3 Mart 2008 Pazartesi

01 MART 2008

Dana Adası organizasyonundan sonra hiç denememiştik tekne avını. Ondan önce de aylarca yine hep kıyı avcılığı yapmıştık. Hele ki kaptanımız Mehmet Dayı ile yaptığımız çok keyifli sohbetleri özlememiz dolayısıyla Cuma öğlen tatilinde gittik yeni Marina’ya. Cumartesi sabahı için anlaşıp doğru balık pazarında aldık soloğu. Yemimiz iki kilo karidesle çeşit olsun hesabı bir kilo sardalye...

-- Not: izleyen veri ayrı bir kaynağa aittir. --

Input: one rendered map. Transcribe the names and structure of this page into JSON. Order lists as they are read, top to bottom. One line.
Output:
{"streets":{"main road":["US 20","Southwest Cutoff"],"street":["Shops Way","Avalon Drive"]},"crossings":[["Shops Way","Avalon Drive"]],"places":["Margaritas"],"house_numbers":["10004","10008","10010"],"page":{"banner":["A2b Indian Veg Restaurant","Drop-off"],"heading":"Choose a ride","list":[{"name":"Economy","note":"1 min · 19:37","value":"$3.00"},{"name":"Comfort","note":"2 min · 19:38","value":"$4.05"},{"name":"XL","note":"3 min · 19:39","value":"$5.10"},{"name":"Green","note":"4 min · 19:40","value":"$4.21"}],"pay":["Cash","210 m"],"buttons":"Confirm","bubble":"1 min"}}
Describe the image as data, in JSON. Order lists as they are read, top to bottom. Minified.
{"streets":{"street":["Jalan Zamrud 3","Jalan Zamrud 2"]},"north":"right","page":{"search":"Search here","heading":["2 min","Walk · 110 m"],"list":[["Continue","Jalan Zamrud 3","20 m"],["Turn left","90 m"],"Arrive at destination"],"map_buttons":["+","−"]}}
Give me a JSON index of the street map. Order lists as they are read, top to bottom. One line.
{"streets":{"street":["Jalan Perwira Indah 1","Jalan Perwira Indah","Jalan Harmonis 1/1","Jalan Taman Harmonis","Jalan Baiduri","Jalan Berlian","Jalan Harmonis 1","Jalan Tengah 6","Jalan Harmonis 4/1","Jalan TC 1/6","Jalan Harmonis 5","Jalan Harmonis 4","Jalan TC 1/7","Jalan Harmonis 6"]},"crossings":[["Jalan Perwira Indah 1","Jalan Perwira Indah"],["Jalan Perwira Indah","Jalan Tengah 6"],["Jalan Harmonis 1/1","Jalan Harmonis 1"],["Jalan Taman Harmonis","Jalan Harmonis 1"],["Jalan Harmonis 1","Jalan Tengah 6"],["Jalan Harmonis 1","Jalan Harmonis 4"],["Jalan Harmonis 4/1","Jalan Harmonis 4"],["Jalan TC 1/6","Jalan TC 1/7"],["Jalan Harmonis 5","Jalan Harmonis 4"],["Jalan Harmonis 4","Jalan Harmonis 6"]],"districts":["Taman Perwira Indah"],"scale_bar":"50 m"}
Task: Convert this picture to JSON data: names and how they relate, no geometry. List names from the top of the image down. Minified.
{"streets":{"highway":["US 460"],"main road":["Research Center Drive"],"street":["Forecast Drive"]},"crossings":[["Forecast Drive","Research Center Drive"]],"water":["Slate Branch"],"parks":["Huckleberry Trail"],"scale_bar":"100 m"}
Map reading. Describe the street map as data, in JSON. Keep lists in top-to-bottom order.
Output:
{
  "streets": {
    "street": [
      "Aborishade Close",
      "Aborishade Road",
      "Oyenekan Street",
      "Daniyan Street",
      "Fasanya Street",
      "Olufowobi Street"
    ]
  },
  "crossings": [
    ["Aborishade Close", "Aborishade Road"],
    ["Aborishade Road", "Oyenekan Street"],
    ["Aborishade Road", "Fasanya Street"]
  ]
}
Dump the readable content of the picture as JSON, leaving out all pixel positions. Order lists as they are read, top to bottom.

Kaptanı evinden aldım ve saat 5:30 gibi vardık Marina’ya. Hakan ve Selçuk gelmişler teknenin başında bizi bekliyorlardı. Teknenin içine atladığımızda ilk dumuru ben yaşadım. Motorun üzerini kapatan tahta kısım yoktu. Mehmet Dayı tahta nerede, biz nerde oturacağız dediğimde 10 gün kadar önce çok soğuk yaptığı bir akşam ısınmak için yaktıklarını söyledi. J Balık nasıl olacak bilmiyorduk ama gün boyu sohbetin muhabbetin çok keyifli olacağı kesindi!

Avlak yerimize geldiğimizde tam ortasından ağ geçtiğini gördük. Ölümcül ağlar adeta heryerdelerdi. Yarım saatlik yolculuğumuzda onlarca şamandra gördüm ve epey moralim bozuldu. Mehmet Dayı’nın önerisiyle Viranşehir açığında demirledik. Birkaç sargoz aldıktan sonra balık yapmayınca biraz yer değiştirdik ancak sonuç aynıydı. Bu arada Mehmet Dayı kendisine ait olan 5 saniyelik “Dünya en kısa sürede uyuma” rekorunu kırarak inanılmaz bir başarı elde etti. Cümlesi bittikten tam 4.5 saniye sonra horlamaya başladı.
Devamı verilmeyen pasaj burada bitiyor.